Once upon a time, a country the size of a continent was slowly throwing off the shackles of authoritarianism. Citizens were beginning to travel abroad, accumulate possessions, launch new enterprises, and come into contact with cultures other than those bright red Communist nations of the little book.
As this new China began its headlong march towards capitalism, a poetic and unmoored spirit by the name of Yang Fudong (born in 1971) was coming of age.
One suspects he must have had access to the Nouvelle Vague films by the likes of François Truffaut and Jean-Luc Godard for between 2003 and 2007 he produced an astounding series of five hypnotic films that can be considered genuine works of art.

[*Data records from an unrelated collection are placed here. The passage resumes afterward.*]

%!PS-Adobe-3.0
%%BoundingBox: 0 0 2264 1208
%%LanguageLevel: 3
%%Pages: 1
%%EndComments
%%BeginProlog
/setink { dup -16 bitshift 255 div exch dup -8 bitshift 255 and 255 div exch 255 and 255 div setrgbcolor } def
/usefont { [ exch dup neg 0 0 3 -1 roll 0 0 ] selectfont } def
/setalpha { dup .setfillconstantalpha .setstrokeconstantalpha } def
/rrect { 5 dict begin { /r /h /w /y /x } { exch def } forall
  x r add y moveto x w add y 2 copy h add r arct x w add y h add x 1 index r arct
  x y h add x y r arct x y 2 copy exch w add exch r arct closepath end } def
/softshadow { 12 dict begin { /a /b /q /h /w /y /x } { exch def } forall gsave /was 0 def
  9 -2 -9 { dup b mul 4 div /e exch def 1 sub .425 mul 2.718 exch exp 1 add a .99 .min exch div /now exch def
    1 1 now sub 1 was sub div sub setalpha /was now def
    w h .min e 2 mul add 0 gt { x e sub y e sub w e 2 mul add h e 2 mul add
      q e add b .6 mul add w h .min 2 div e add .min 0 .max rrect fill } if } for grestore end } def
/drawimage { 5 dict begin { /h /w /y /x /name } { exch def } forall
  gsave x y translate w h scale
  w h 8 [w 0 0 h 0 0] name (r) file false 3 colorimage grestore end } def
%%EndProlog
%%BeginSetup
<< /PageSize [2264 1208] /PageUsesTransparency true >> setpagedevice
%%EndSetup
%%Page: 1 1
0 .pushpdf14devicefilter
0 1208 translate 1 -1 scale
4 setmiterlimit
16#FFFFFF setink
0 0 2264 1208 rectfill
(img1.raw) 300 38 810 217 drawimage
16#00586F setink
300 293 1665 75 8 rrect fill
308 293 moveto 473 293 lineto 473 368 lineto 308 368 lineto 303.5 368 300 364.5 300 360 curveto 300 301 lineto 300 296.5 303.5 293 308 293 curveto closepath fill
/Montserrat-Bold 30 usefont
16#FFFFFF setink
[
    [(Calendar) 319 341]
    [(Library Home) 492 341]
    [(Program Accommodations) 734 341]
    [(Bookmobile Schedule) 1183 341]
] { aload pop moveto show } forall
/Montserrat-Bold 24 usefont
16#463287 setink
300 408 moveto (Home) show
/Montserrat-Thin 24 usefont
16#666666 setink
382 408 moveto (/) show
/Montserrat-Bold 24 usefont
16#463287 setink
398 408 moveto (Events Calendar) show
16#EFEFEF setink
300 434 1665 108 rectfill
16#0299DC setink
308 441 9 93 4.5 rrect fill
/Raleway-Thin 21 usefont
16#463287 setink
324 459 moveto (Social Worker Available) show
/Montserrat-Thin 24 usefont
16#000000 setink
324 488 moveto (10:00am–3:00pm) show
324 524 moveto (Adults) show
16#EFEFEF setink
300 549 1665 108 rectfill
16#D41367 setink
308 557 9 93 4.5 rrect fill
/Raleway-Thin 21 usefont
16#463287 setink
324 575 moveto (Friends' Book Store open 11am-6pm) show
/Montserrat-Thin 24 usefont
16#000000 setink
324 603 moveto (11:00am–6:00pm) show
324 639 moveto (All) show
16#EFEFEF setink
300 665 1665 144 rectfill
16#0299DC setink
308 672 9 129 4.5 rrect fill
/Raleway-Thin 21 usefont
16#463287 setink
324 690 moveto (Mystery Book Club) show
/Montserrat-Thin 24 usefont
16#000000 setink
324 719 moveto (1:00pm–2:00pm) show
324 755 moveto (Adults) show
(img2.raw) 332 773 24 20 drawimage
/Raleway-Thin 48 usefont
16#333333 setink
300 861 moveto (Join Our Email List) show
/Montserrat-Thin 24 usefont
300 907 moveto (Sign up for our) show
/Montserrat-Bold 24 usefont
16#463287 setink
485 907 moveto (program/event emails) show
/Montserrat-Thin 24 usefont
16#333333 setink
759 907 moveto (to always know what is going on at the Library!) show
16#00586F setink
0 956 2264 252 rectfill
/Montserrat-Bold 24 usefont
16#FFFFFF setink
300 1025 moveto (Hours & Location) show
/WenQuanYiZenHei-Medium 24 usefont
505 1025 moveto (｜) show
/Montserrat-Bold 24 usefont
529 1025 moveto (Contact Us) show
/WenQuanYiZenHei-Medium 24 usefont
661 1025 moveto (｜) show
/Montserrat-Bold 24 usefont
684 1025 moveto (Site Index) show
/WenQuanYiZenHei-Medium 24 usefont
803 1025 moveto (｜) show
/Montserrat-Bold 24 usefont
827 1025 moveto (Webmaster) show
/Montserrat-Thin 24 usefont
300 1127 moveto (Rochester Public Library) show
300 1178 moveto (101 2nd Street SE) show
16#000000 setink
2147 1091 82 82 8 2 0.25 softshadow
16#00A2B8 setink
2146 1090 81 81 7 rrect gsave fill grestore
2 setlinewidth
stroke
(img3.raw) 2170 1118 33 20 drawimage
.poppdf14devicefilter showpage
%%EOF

Titled “Seven Intellectuals in a Bamboo Forest,” they are being shown in their entirety at the Fondation Vuitton in Paris in the rooms of its permanent collection. You should allow yourself wander from one room to the next in this sensory journey. I saw one of Yang Fudong’s films in Paris in 2003 at an MK2 cinema when it was being shown by independent curator Caroline Bourgeois. But since these, works neither have a beginning nor an end, they belong in museum where the viewer has the option to come and go, to drift along in the immense poetry of its images.
When interviewed, Yang Fudong never gives a straight yes or a no. Instead he skirts around questions to give the answer he wants to.
“When I began in 2003 I already had this idea to do a series until 2007. I wanted to show a specific intellectual life but also to give the film spiritual qualities, to show the ideals that these young people aspire to.”